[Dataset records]
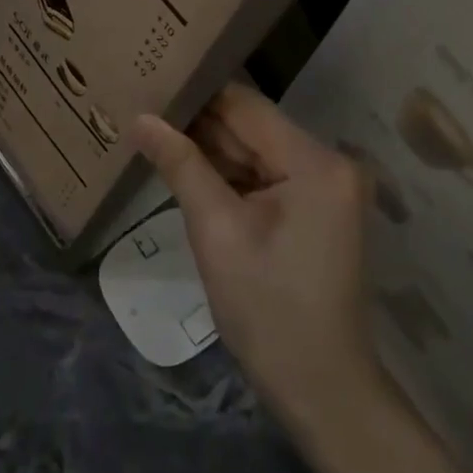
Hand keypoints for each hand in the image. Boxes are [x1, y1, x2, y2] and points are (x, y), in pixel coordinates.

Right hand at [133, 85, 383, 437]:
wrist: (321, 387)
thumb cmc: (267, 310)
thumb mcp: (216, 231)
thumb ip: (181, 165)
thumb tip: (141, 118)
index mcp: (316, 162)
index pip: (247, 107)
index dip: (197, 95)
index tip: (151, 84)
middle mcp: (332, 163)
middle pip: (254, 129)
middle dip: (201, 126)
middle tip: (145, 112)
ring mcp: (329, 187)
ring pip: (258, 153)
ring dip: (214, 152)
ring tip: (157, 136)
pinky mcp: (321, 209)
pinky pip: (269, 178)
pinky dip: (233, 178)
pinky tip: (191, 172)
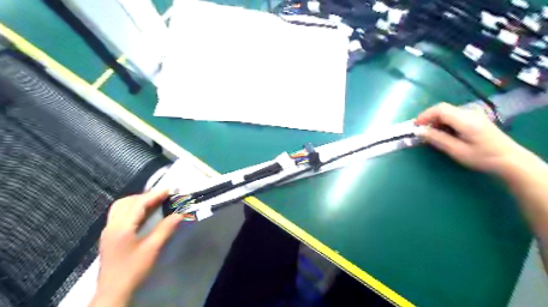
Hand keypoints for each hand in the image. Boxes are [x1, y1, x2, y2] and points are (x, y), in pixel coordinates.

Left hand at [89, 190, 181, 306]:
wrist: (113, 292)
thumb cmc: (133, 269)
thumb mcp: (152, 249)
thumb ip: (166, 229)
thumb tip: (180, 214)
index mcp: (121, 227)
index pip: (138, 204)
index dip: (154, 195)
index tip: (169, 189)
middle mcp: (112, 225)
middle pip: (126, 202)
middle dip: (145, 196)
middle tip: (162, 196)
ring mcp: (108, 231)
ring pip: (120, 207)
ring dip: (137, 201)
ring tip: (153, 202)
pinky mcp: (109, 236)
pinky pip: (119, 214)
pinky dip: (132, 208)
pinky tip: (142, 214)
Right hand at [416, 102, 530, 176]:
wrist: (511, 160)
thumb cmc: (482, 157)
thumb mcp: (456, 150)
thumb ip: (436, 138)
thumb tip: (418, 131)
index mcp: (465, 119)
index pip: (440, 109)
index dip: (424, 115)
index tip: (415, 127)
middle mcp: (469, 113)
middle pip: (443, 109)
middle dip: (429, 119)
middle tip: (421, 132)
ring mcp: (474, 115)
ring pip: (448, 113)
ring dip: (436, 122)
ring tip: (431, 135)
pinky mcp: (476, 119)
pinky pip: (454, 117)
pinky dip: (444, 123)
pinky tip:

__Problem description__
Copy all the entries word for word. Omit any pictures.

__Response to the task__
Hand keypoints for each hand in the image. Boxes are [x1, y1, x2, y2] and points are (x, y), in pixel coordinates.

Right hand at [133, 85, 383, 437]:
wrist: (321, 387)
thumb cmc: (267, 310)
thumb mcp: (216, 231)
thumb ip: (181, 165)
thumb tip: (141, 118)
index mcp: (316, 162)
index pip: (247, 107)
index dip: (197, 95)
index tip: (151, 84)
middle mcp: (332, 163)
middle pip: (254, 129)
middle dip: (201, 126)
middle tip: (145, 112)
ring mcp: (329, 187)
ring pip: (258, 153)
ring dip: (214, 152)
ring tip: (157, 136)
pinky mcp: (321, 209)
pinky pip: (269, 178)
pinky dip: (233, 178)
pinky tip: (191, 172)
Hand keypoints for each hand in the image. Boxes are [x1, y1, x2, y2] and points are (x, y), in pixel coordinates.

Left hand at [89, 190, 181, 306]:
wrist: (113, 292)
thumb cmc: (133, 269)
thumb mcp: (152, 249)
thumb ip: (166, 229)
thumb tip: (180, 214)
index mcp: (121, 227)
index pip: (138, 204)
index dip: (154, 195)
index tip: (169, 189)
middle mcp: (112, 225)
middle pip: (126, 202)
middle dip: (145, 196)
middle tip: (162, 196)
ring mcp: (108, 231)
ring pip: (120, 207)
ring dip: (137, 201)
ring tip: (153, 202)
pinky mcp: (109, 236)
pinky pip: (119, 214)
pinky dip: (132, 208)
pinky tip: (142, 214)
Right hand at [416, 102, 530, 176]:
wrist: (511, 160)
thumb cmc: (482, 157)
thumb mcp: (456, 150)
thumb ip: (436, 138)
thumb tip: (418, 131)
index mcp: (465, 119)
index pip: (440, 109)
index dip: (424, 115)
index tip: (415, 127)
middle mcp: (469, 113)
middle pip: (443, 109)
middle dip: (429, 119)
middle tip: (421, 132)
ring mcp: (474, 115)
ring pip: (448, 113)
ring dip: (436, 122)
ring tip: (431, 135)
pinky mcp: (476, 119)
pinky pip: (454, 117)
pinky dip: (444, 123)
pinky tip:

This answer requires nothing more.